В речи отца не было и тени раздражения. Голос его, теплый и бархатистый, обволакивал меня, как одеяло. Хотелось спать. Я чуть-чуть разозлился на самого себя, и сон отбежал прочь.

- Может, завтра? Да, папа?

- Может, завтра.

- А может, послезавтра?

- Может, и так.

- А ты можешь призвать его в улус?

- Могу.

- А ты можешь велеть ему ехать завтра?

- Могу, но не стану этого делать.

- Почему?

- Потому что вы поедете, когда Мюльдюн соберется.

Разговор зашел в тупик. Обычное дело, если вы разговариваете с моим отцом. Ладно, зайдем с другого бока. Тем паче, другой бок интересовал меня гораздо больше сроков отъезда. Я просто бесился из-за него. Руки тряслись, честное слово.

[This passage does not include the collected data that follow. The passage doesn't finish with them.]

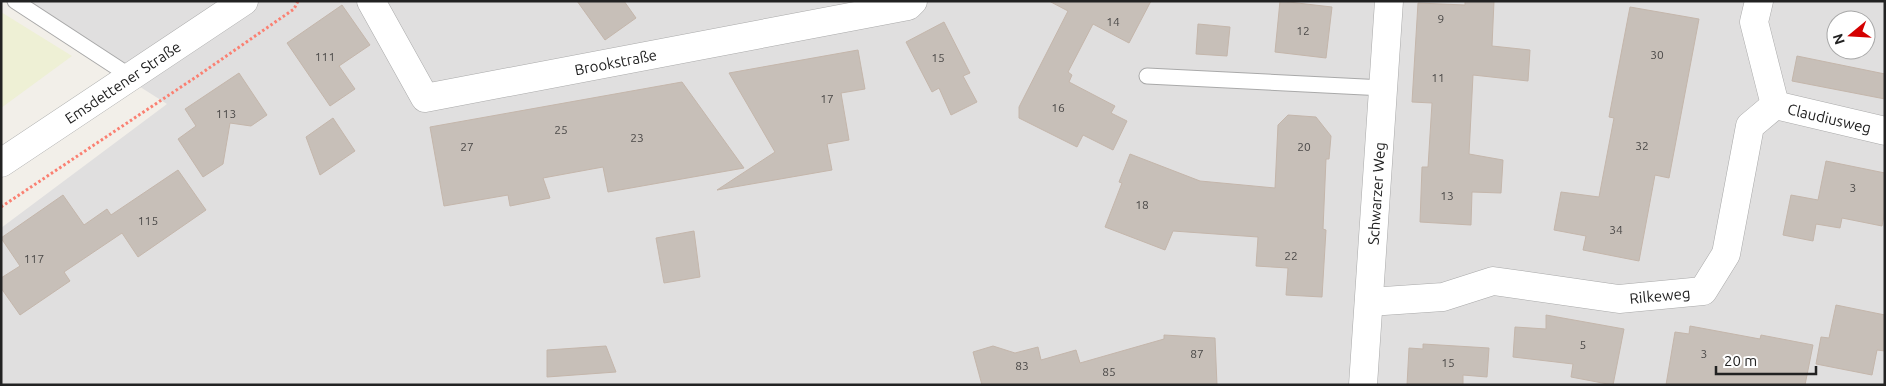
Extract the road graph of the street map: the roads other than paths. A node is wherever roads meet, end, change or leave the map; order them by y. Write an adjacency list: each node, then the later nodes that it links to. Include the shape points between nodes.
1 (15, 1): 7 (lane)
2 (244, 1): 7 (street, Emsdettener Straße)
3 (371, 1): 4 (street, Brookstraße, via 424,98 908,6)
4 (914, 1)
5 (1389, 1): 9 (street, Schwarzer Weg)
6 (1759, 1): 10 (street, via 1754,22)
7 (130, 76): 12 (street, Emsdettener Straße)
8 (1147, 76): 9 (lane)
9 (1384, 88): 13 (street, Schwarzer Weg)
10 (1775, 105): 11 (street, Claudiusweg); 13 (street, Rilkeweg, via 1750,126 1726,254 1703,291 1618,299 1493,281 1443,297)
11 (1885, 131)
12 (1, 162)
13 (1369, 302): 14 (street, Schwarzer Weg)
14 (1363, 385)

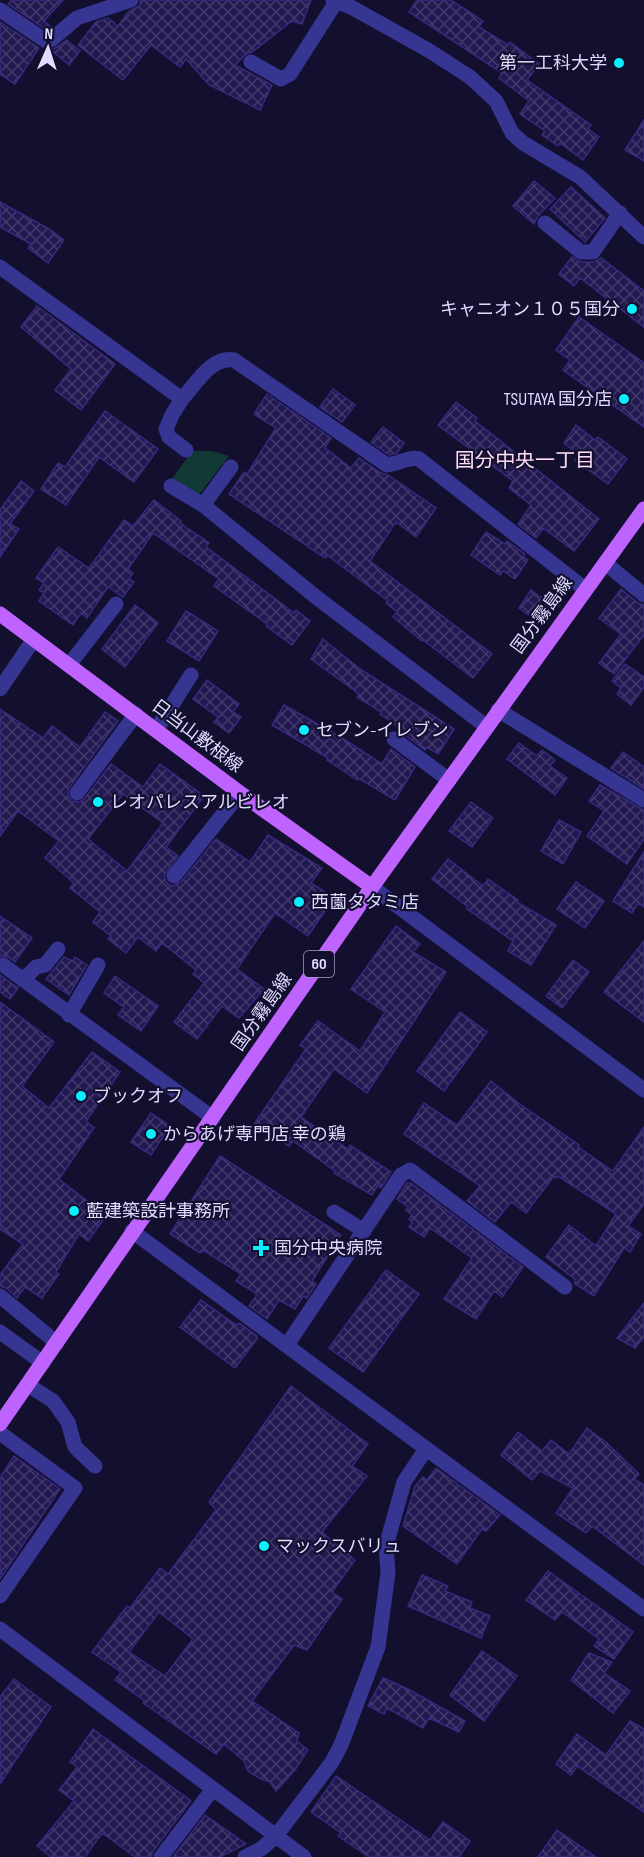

- А мне в Кузне будут доспех подбирать?

- Не будут.

- Почему? Все говорят, что будут!

Я едва не расплакался. Сиэр-тойон не врал никому и никогда, а уж родному сыну и подавно…

- Не будут, а будет, - отец погрузил усы в кумысную пену. - Будет подбирать. Доспех тебе будет подбирать Кытай Бахсы, хозяин Кузни. В этом деле ему нет помощников.

- И оружие?

- И оружие.

Думаете, я успокоился? Я только подошел к главному.

- А это больно?

- Может, и больно.

- А может, и не больно?

- Может, и не больно.

- Так больно или не больно?!

- Как получится.

Думаю, теперь вы отлично знакомы с моим папой.

- Кустур сказал, что меня в шлем колотушкой забьют.

- Не забьют.

- Точно? Это хорошо.

- Ты сам подумай, - отец устроился поудобнее, хотя казалось, что удобней некуда. - Ты вон какой большой. Как тебя целиком в шлем забить? Ты же не гвоздь? Правильно говорить так: шлем колотушкой насадят на мою голову. Запомнил? Насадят на голову, а не забьют.